Start phone calls 6 months ahead. "DP and I are absolutely agreed. We cannot accept flowers anymore. We want you to use that money to treat yourself instead."

Follow up phone calls "Just calling to remind you that we agreed you are not sending flowers anymore... " etc.

Or give them away.

GoblinLittleOwl · 20/06/2015 08:11

Well, the point is , you and your husband are happily married after 10 years of your mother's disapproval, and at least she is making an apparently friendly gesture; can you not take the flowers to a graveyard and put them on a family grave?

storybrooke · 20/06/2015 08:17

Personally if I were you I'd donate them each year to a hospital or elderly person in the neighbourhood and when she starts make the least possible fuss, acknowledge the genture with a thanks and change the subject. She wants the attention so starve her of it Grin

Quietlifenotonyournelly · 20/06/2015 09:26

You could donate them to a local old people's home, I'm sure they would appreciate them. She sounds like a toxic control freak to me, I would let her know where the flowers will be going in future too, what have you to lose, she'll still think you're the ungrateful daughter anyway IMO.

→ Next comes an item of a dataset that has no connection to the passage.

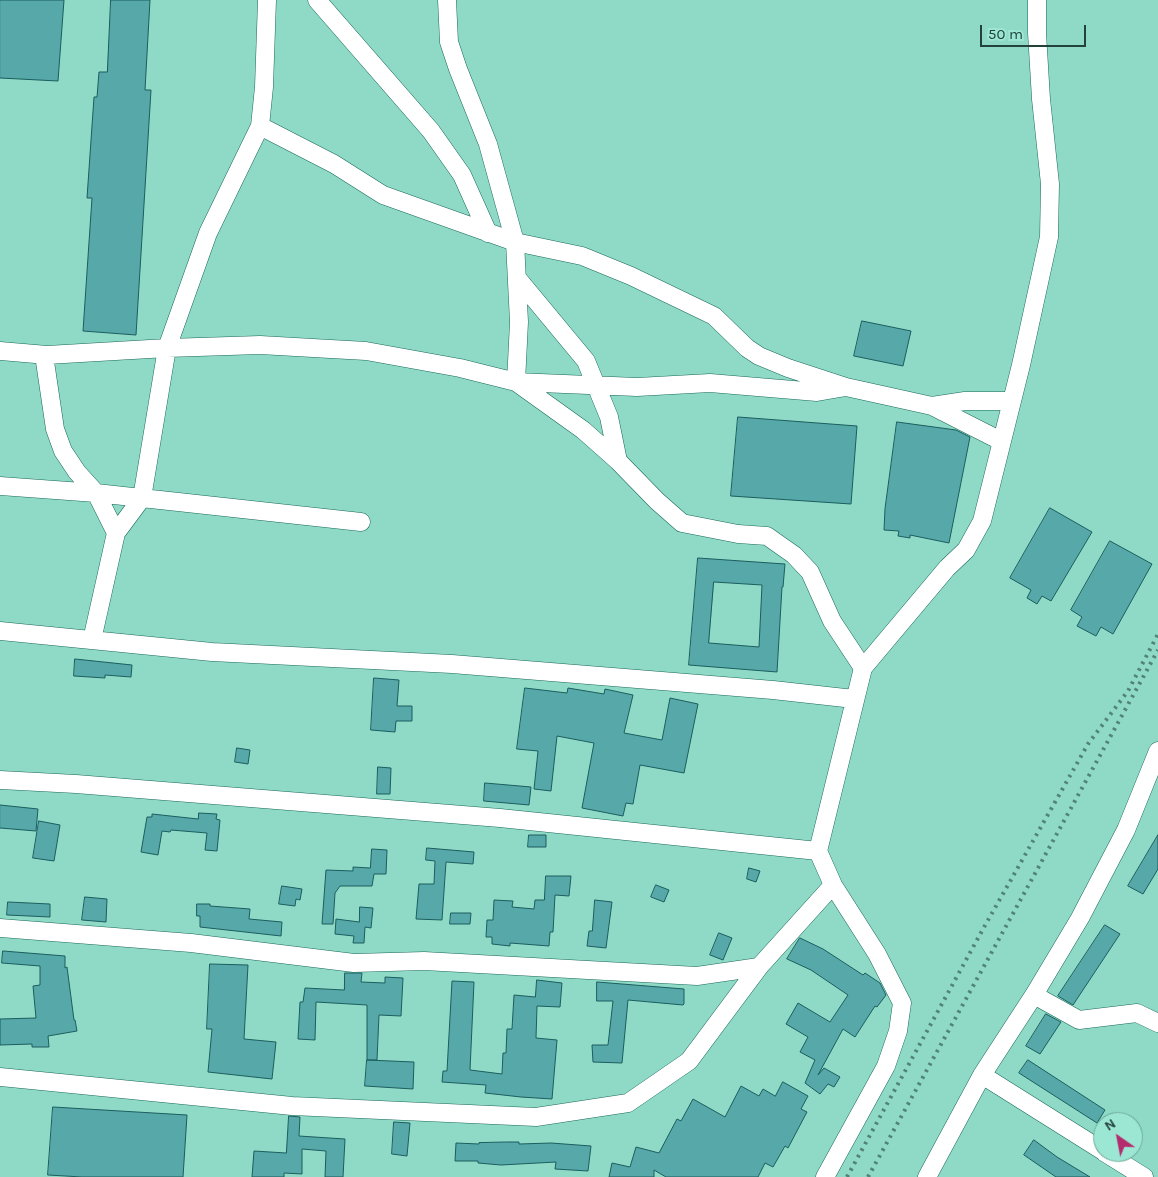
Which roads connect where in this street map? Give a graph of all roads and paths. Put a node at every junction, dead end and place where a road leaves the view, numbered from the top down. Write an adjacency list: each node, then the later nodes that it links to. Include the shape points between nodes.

saturnvista · 20/06/2015 13:21

I would say that I appreciate the gesture but would prefer different flowers in future because you've never liked that type and it reminds you of the disappointment over your wedding bouquet. You will never receive different flowers and she will be melodramatically hurt but it will end the problem.

hiddenhome · 20/06/2015 14:14

Don't accept them when they're delivered. Just tell the driver to take them back to the store or bin them.

SparkleInParis · 20/06/2015 14:31

I think you should donate them to your local care home or similar. I'm just back from visiting my mum who is bedbound in a nursing home and loves the flowers I bring her. I guarantee they would be appreciated.

EastMidsMummy · 20/06/2015 14:35

Fucking flower-sending bitch! How dare she mark your anniversary? Burn the flowers and send her the ashes.

EponasWildDaughter · 20/06/2015 14:49

Re: the not answering the phone thing:

Start now. Do not be available every time she rings. Yes, she'll go bonkers and ring all the numbers. Don't answer those phones either. Yes she'll get a relative to ring. Don't answer that. An hour or two later ring the relative and ask them what they wanted. When they say they were asked to ring by DM as she thought you were dead, just say ''ohhhh - all's fine. I was in the bath, in the garden, in the loft, went out without my phone, phone was on silent, didn't hear it ring - how odd!, was dealing with DCs and forgot to call back ..... '' or anything else you can think of. Tell them you'll ring DM ... and then do it the next day. Or much later.

Keep this up for a few weeks/months - not answering every single call, maybe answer one in three - and she'll gradually stop the expectation that you will always answer.

I speak from experience. Even down to the ''you could be dead/i could be dead'' (!) crap. She still rings a lot, but i don't answer every time, and use the excuses in rotation. The ringing all numbers and other relatives took about a year to die down.

Good luck.

CamelHump · 20/06/2015 14:57

This reply has been deleted

Message withdrawn at poster's request.

StillStayingClassySanDiego · 20/06/2015 14:58

Bloody hell OP, go NC , think of her chipping away at you for many years to come and getting at you through your dd as she grows up.

Take care.

StillStayingClassySanDiego · 20/06/2015 15:00

EastMidsMummy have you rtft in its entirety and understood the sentiment behind what OP's Mother is actually doing?